By: R. E. Tulloss (ret)
2014-06-30 02:29:27 SAST (+0200)

Very best,

Rod

Unfortunately
By: karode13
2014-06-27 23:52:00 SAST (+0200)

I haven’t found this particular one since. I should be in that area again soon and will take a look to see if any are around.

just saw this way cool amanita!
By: Debbie Viess (amanitarita)
2014-05-27 17:57:08 SAST (+0200)

and read your comments, Rod. You might want to change the word amyloid to inamyloid in your below paragraph. Just a spelling error, but a confusing one!

did you ever find more of these? I would be curious as to where they fell out, too!

By: R. E. Tulloss (ret)
2010-07-31 22:06:44 SAST (+0200)

Unfortunately, the name Amanita grisella is very poorly understood. Check the brief description on the Amanita studies site.

D. A. Reid revised this species in 1980:

Reid. 1980. Austral. J. Bot., Suppl. Ser. 8: 27, fig. 15(a-b), 61.

Given the known information, I think A. E. Wood’s 1997 revision may actually describe a different mushroom.

Rod

One question is…to what section does this taxon belong? …EDITED to correct typo…
By: R. E. Tulloss (ret)
2010-07-31 21:56:05 SAST (+0200)

Very interesting! Thanks for posting these images.

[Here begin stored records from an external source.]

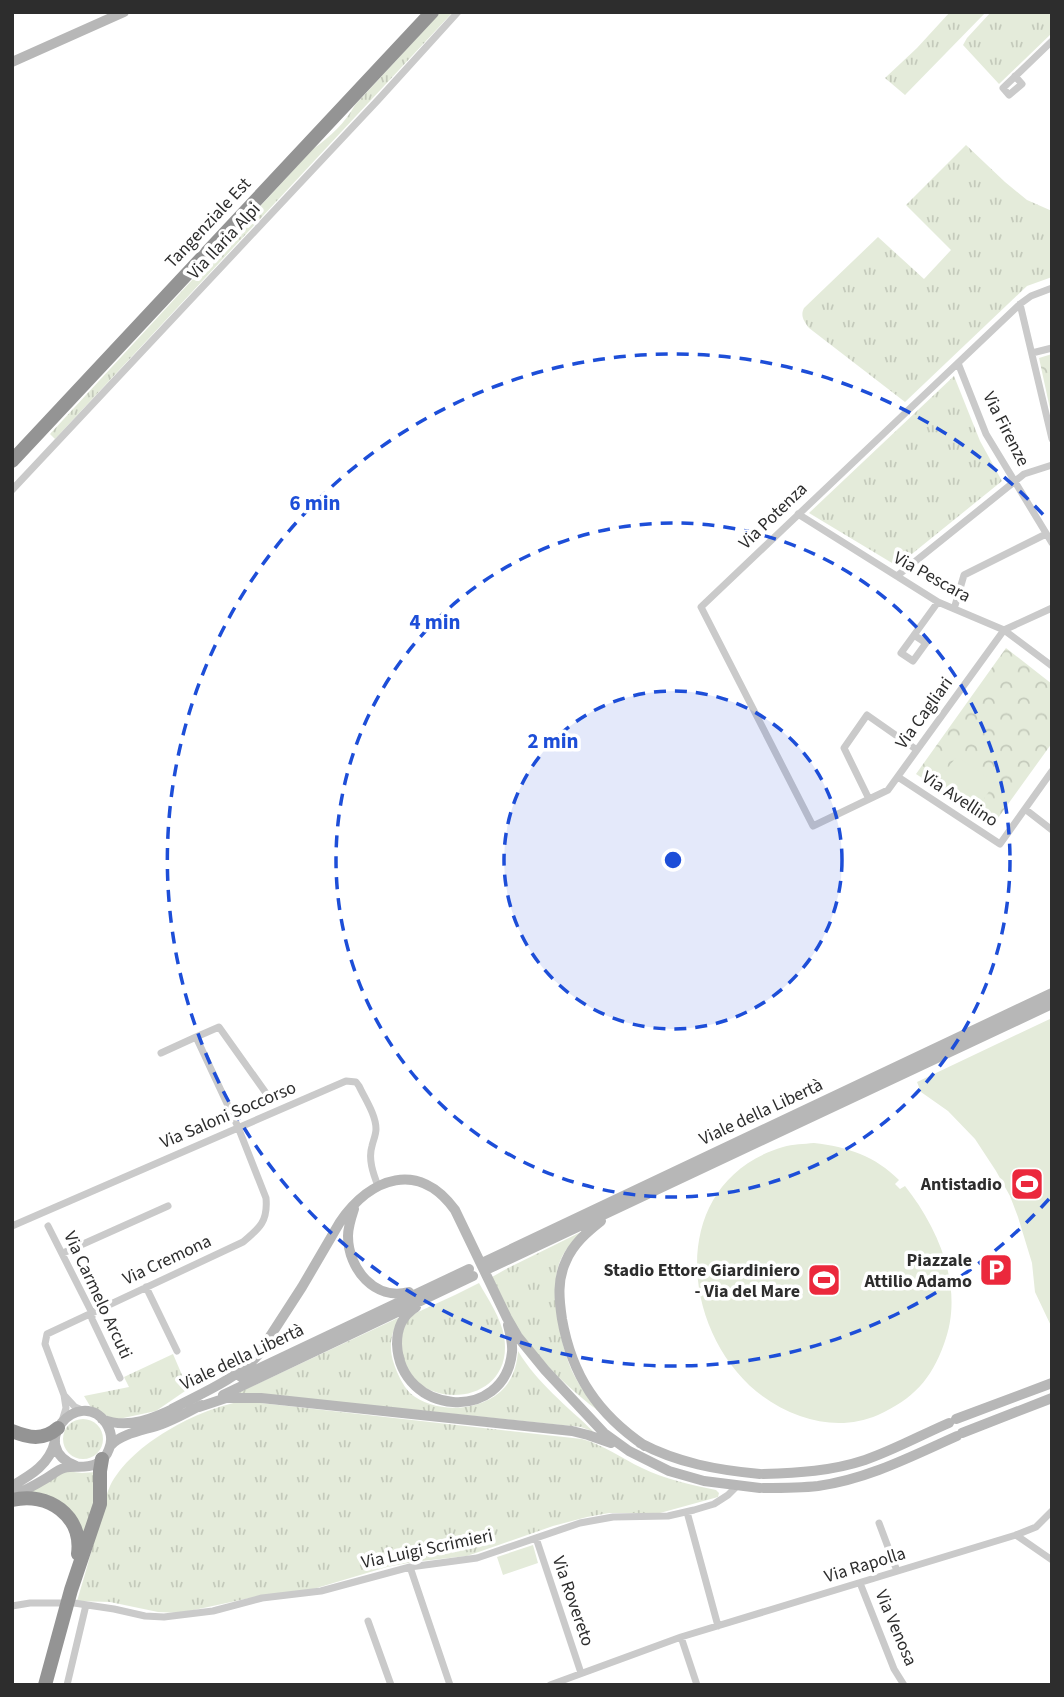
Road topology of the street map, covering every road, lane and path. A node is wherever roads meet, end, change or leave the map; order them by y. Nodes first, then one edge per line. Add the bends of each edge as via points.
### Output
1 (124, 12) edge
2 (419, 12) edge
3 (432, 12) edge
4 (458, 12) edge
5 (1052, 41) edge
6 (12, 62) edge
7 (1015, 76) dead end
8 (1052, 288) edge
9 (1020, 304) junction
10 (1052, 348) edge
11 (1032, 353) junction
12 (958, 363) junction
13 (1052, 439) edge
14 (12, 447) edge
15 (12, 461) edge
16 (1052, 466) edge
17 (1014, 481) junction
18 (12, 490) edge
19 (798, 514) junction
20 (1046, 534) junction
21 (1052, 543) edge
22 (897, 576) junction
23 (938, 602) junction
24 (1052, 608) edge
25 (954, 609) junction
26 (1004, 630) junction
27 (914, 635) dead end
28 (1052, 666) edge
29 (916, 750) junction
30 (1052, 771) edge
31 (898, 777) junction
32 (870, 799) junction
33 (1025, 809) junction
34 (813, 826) joint
35 (1052, 830) edge
36 (1052, 993) edge
37 (1052, 1003) edge
38 (196, 1037) junction
39 (161, 1053) dead end
40 (284, 1094) dead end
41 (271, 1100) junction
42 (233, 1116) junction
43 (238, 1127) junction
44 (377, 1186) junction
45 (363, 1195) junction
46 (168, 1206) dead end
47 (618, 1208) junction
48 (12, 1226) edge
49 (48, 1226) dead end
50 (63, 1252) junction
51 (471, 1272) junction
52 (146, 1287) junction
53 (92, 1313) junction
54 (507, 1318) junction
55 (177, 1351) dead end
56 (120, 1378) dead end
57 (1052, 1383) edge
58 (569, 1394) junction
59 (64, 1395) junction
60 (1052, 1398) edge
61 (199, 1407) junction
62 (172, 1409) junction
63 (88, 1412) junction
64 (102, 1419) junction
65 (953, 1421) junction
66 (58, 1429) junction
67 (12, 1431) edge
68 (959, 1434) junction
69 (111, 1446) junction
70 (645, 1446) junction
71 (629, 1451) junction
72 (674, 1458) junction
73 (103, 1460) junction
74 (76, 1466) junction
75 (669, 1471) junction
76 (762, 1474) junction
77 (12, 1486) edge
78 (737, 1486) junction
79 (762, 1488) junction
80 (12, 1498) edge
81 (1052, 1511) edge
82 (687, 1512) junction
83 (879, 1522) dead end
84 (1016, 1535) junction
85 (536, 1538) junction
86 (1052, 1560) edge
87 (410, 1567) junction
88 (897, 1571) junction
89 (860, 1583) junction
90 (73, 1597) junction
91 (62, 1603) dead end
92 (86, 1605) junction
93 (12, 1606) edge
94 (368, 1620) dead end
95 (718, 1626) junction
96 (681, 1637) junction
97 (581, 1673) junction
98 (45, 1685) edge
99 (67, 1685) edge
100 (391, 1685) edge
101 (450, 1685) edge
102 (550, 1685) edge
103 (697, 1685) edge
104 (904, 1685) edge

1 - 6 main road
2 - 14 highway, Tangenziale Est
3 - 15 highway, Tangenziale Est
4 - 18 street, Via Ilaria Alpi
5 - 7 street
8 - 9 street, Via Potenza
9 - 11 street
9 - 12 street, Via Potenza
10 - 11 street
11 - 13 street
12 - 17 street, Via Firenze via 986,434
12 - 19 street, Via Potenza
16 - 17 street
17 - 20 street, Via Firenze
17 - 22 street
19 - 22 street, Via Pescara
19 - 34 street, Via Potenza via 701,607
20 - 21 street, Via Firenze
20 - 25 street via 964,575
22 - 23 street, Via Pescara
23 - 25 street, Via Pescara
23 - 27 street
24 - 26 street, Via Cagliari
25 - 26 street, Via Pescara
26 - 28 street, Via Pescara
26 - 29 street, Via Cagliari
29 - 31 street, Via Cagliari
29 - 32 street via 867,715 844,748
30 - 33 street, Via Avellino
31 - 32 street, Via Cagliari via 888,790
31 - 33 street, Via Avellino via 1000,844
32 - 34 street, Via Cagliari
33 - 35 street
36 - 47 main road, Viale della Libertà via 486,1265
37 - 47 main road, Viale della Libertà
38 - 39 street
38 - 41 street via 219,1027
38 - 42 street, Via Cremona
40 - 41 street
41 - 42 street
42 - 43 street, Via Cremona
43 - 44 street, Via Saloni Soccorso via 346,1081 356,1082 376,1125 370,1151
43 - 48 street, Via Saloni Soccorso
43 - 52 street, Via Cremona via 266,1198 263,1222 243,1241
44 - 45 main road
44 - 54 main road via 404,1180 438,1191 455,1210
45 - 51 main road via 351,1217 348,1244 353,1263 375,1287 401,1294
45 - 62 main road via 340,1222 258,1355 240,1372
46 - 50 street
47 - 70 main road via 585,1234 570,1253 560,1278 560,1306 570,1355 580,1377 612,1420
49 - 50 street, Via Carmelo Arcuti
50 - 53 street, Via Carmelo Arcuti
51 - 54 main road via 402,1319 398,1352 408,1378 437,1400 456,1403 483,1396 502,1380 510,1361
51 - 61 main road, Viale della Libertà
51 - 62 main road, Viale della Libertà
52 - 53 street, Via Cremona
52 - 55 street
53 - 56 street, Via Carmelo Arcuti
53 - 59 street, Via Cremona via 45,1339
54 - 58 main road via 526,1349
57 - 65 main road
58 - 70 main road via 592,1414
58 - 71 main road via 604,1433
59 - 63 street
59 - 66 street, Via Cremona via 66,1408
60 - 68 main road
61 - 69 main road, Viale della Libertà
61 - 71 main road via 241,1397 298,1401 572,1431
62 - 64 main road, Viale della Libertà via 134,1422
63 - 64 main road, Viale della Libertà
63 - 66 main road via 75,1413
64 - 69 main road via 110,1431
65 - 68 main road via 963,1423
65 - 76 main road via 844,1466
66 - 67 highway via 36,1437
66 - 74 main road via 56,1447 65,1461
66 - 77 main road via 48,1460
68 - 79 main road via 846,1480
69 - 73 main road
70 - 72 main road
71 - 75 main road
72 - 75 main road
72 - 76 main road via 723,1471
73 - 74 main road via 89,1467
73 - 90 highway via 100,1504
74 - 80 main road via 58,1470
75 - 78 main road
76 - 79 main road via 754,1480
78 - 79 main road
78 - 82 street, Via Luigi Scrimieri via 714,1504
80 - 90 highway via 51,1503 69,1518 79,1546
81 - 84 street, Via Rapolla via 1036,1527
82 - 85 street, Via Luigi Scrimieri via 613,1517
82 - 95 street
83 - 88 street
84 - 86 street
84 - 88 street, Via Rapolla
85 - 87 street, Via Luigi Scrimieri via 477,1558
85 - 97 street, Via Rovereto
87 - 92 street, Via Luigi Scrimieri via 321,1591 164,1617
87 - 101 street
88 - 89 street, Via Rapolla
89 - 95 street, Via Rapolla
89 - 104 street, Via Venosa
90 - 92 street, Via Luigi Scrimieri
90 - 98 highway
91 - 93 street
92 - 99 street
94 - 100 street
95 - 96 street, Via Rapolla
96 - 97 street, Via Rapolla
96 - 103 street
97 - 102 street, Via Rapolla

There seems to be a distinct bulb on the stem. This eliminates three sections (Caesareae, Vaginatae, and Amidella).

I think that I can see a thin, membranous limb of volva sticking up from the left side of the bulb at the point at which stem and bulb join (in the fifth picture to the right). If I am correct in my interpretation of the image, this characteristic eliminates sect. Validae.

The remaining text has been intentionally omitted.